Re: Postgres, fsync, and OSs (specifically linux)

From: Andres Freund <andres(at)anarazel(dot)de>
To: Craig Ringer <craig(at)2ndquadrant(dot)com>
Cc: Thomas Munro <thomas(dot)munro(at)enterprisedb(dot)com>, Simon Riggs <simon(at)2ndquadrant(dot)com>, PostgreSQL Hackers <pgsql-hackers(at)postgresql(dot)org>
Subject: Re: Postgres, fsync, and OSs (specifically linux)
Date: 2018-04-30 16:09:45
Message-ID: 20180430160945.5s5qfoqryhtmugxl@alap3.anarazel.de
Views: Raw Message | Whole Thread | Download mbox | Resend email
Thread:
Lists: pgsql-hackers

On 2018-04-30 13:03:24 +0800, Craig Ringer wrote:
> Hrm, something else that just came up.
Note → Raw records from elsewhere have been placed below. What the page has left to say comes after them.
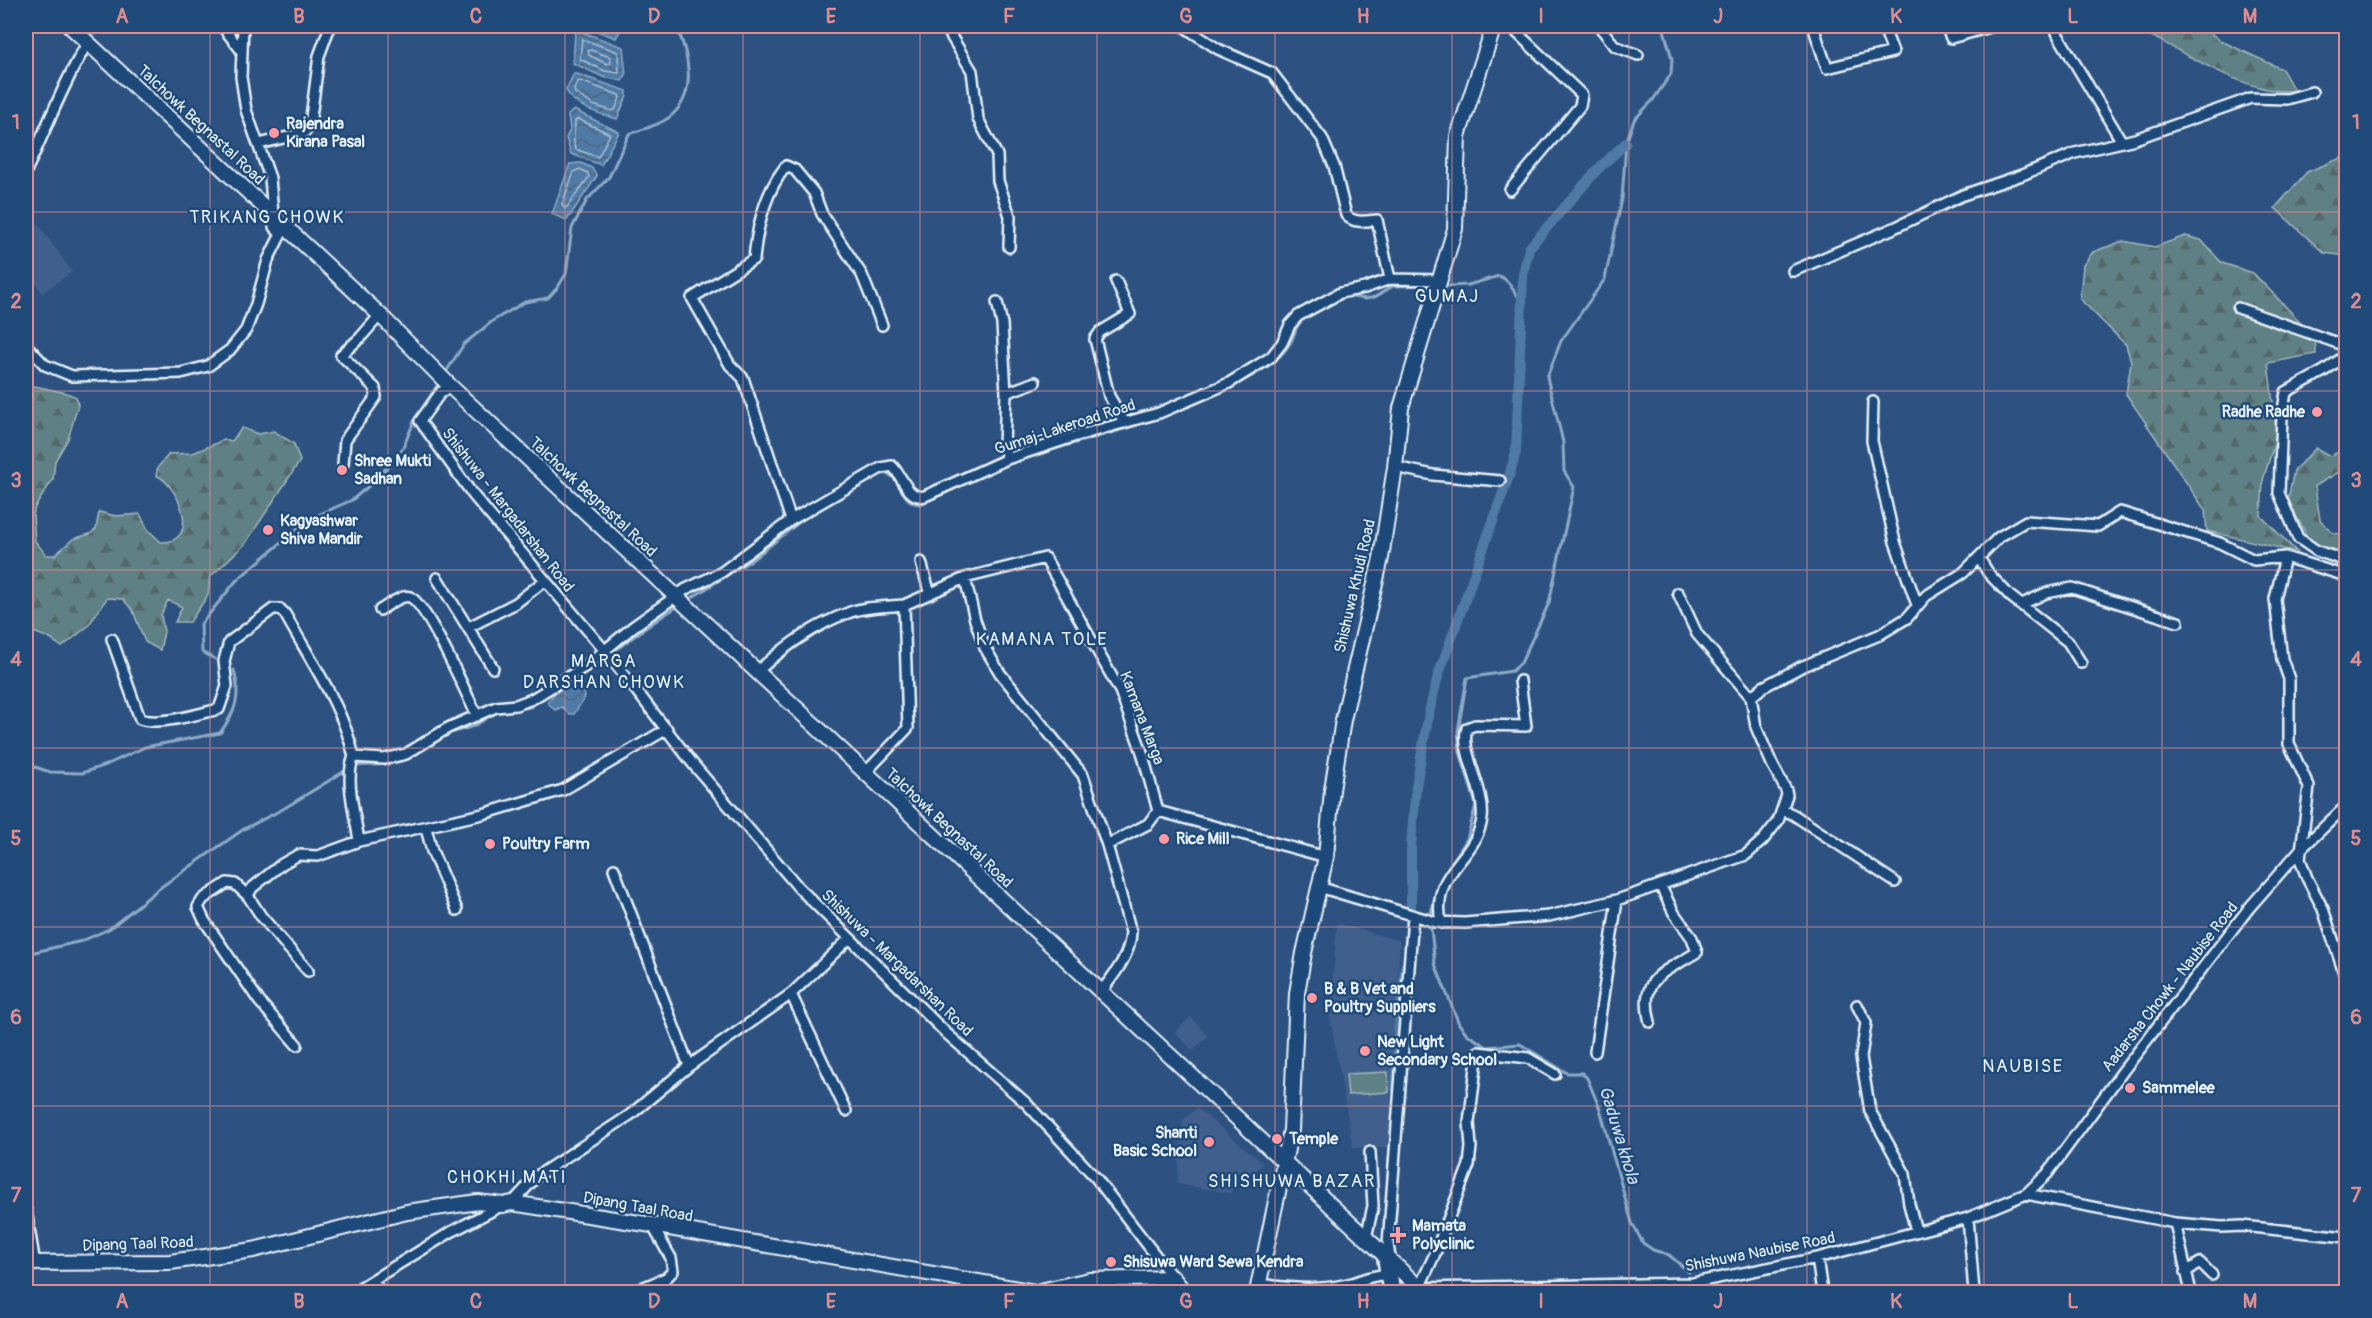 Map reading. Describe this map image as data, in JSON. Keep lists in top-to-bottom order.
{
  "streets": {
    "main road": ["Talchowk Begnastal Road", "Shishuwa Khudi Road", "Dipang Taal Road"],
    "street": [
      "Gumaj-Lakeroad Road",
      "Shishuwa - Margadarshan Road",
      "Kamana Marga",
      "Aadarsha Chowk - Naubise Road",
      "Shishuwa Naubise Road"
    ]
  },
  "crossings": [
    ["Talchowk Begnastal Road", "Gumaj-Lakeroad Road"],
    ["Talchowk Begnastal Road", "Shishuwa - Margadarshan Road"],
    ["Talchowk Begnastal Road", "Shishuwa Khudi Road"],
    ["Talchowk Begnastal Road", "Kamana Marga"],
    ["Talchowk Begnastal Road", "Shishuwa Naubise Road"],
    ["Gumaj-Lakeroad Road", "Shishuwa - Margadarshan Road"],
    ["Gumaj-Lakeroad Road", "Shishuwa Khudi Road"],
    ["Shishuwa - Margadarshan Road", "Dipang Taal Road"],
    ["Aadarsha Chowk - Naubise Road", "Shishuwa Naubise Road"]
  ],
  "districts": [
    "TRIKANG CHOWK",
    "GUMAJ",
    "KAMANA TOLE",
    "MARGA DARSHAN CHOWK",
    "NAUBISE",
    "CHOKHI MATI",
    "SHISHUWA BAZAR"
  ],
  "water": ["Gaduwa khola"],
  "places": {
    "other": [
      "Rajendra Kirana Pasal",
      "Radhe Radhe",
      "Shree Mukti Sadhan",
      "Kagyashwar Shiva Mandir",
      "Rice Mill",
      "Poultry Farm",
      "B & B Vet and Poultry Suppliers",
      "New Light Secondary School",
      "Sammelee",
      "Temple",
      "Shanti Basic School",
      "Shisuwa Ward Sewa Kendra"
    ],
    "health": ["Mamata Polyclinic"]
  },
  "grid": {
    "columns": [
      "A",
      "B",
      "C",
      "D",
      "E",
      "F",
      "G",
      "H",
      "I",
      "J",
      "K",
      "L",
      "M"
    ],
    "rows": [
      "1",
      "2",
      "3",
      "4",
      "5",
      "6",
      "7"
    ]
  }
}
On 9.6+ we use sync_file_range.
> It's surely going to eat errors:
>
> rc = sync_file_range(fd, offset, nbytes,
> SYNC_FILE_RANGE_WRITE);
>
> /* don't error out, this is just a performance optimization */
> if (rc != 0)
> {
> ereport(WARNING,
> (errcode_for_file_access(),
> errmsg("could not flush dirty data: %m")));
> }

It's not. Only SYNC_FILE_RANGE_WAIT_{BEFORE,AFTER} eat errors. Which
seems sensible, because they could be considered data integrity
operations.

fs/sync.c:
SYSCALL_DEFINE4(sync_file_range, int, fd, loff_t, offset, loff_t, nbytes,
unsigned int, flags)
{
...

if (flags & SYNC_FILE_RANGE_WAIT_BEFORE) {
ret = file_fdatawait_range(f.file, offset, endbyte);
if (ret < 0)
goto out_put;
}

if (flags & SYNC_FILE_RANGE_WRITE) {
ret = __filemap_fdatawrite_range(mapping, offset, endbyte,
WB_SYNC_NONE);
if (ret < 0)
goto out_put;
}

if (flags & SYNC_FILE_RANGE_WAIT_AFTER)
ret = file_fdatawait_range(f.file, offset, endbyte);

where
int file_fdatawait_range(struct file *file, loff_t start_byte, loff_t end_byte)
{
struct address_space *mapping = file->f_mapping;

__filemap_fdatawait_range(mapping, start_byte, end_byte);
return file_check_and_advance_wb_err(file);
}
EXPORT_SYMBOL(file_fdatawait_range);

the critical call is file_check_and_advance_wb_err(). That's the call
that checks and clears errors.

Would be good to add a kernel xfstest (gets used on all relevant FS
these days), to make sure that doesn't change.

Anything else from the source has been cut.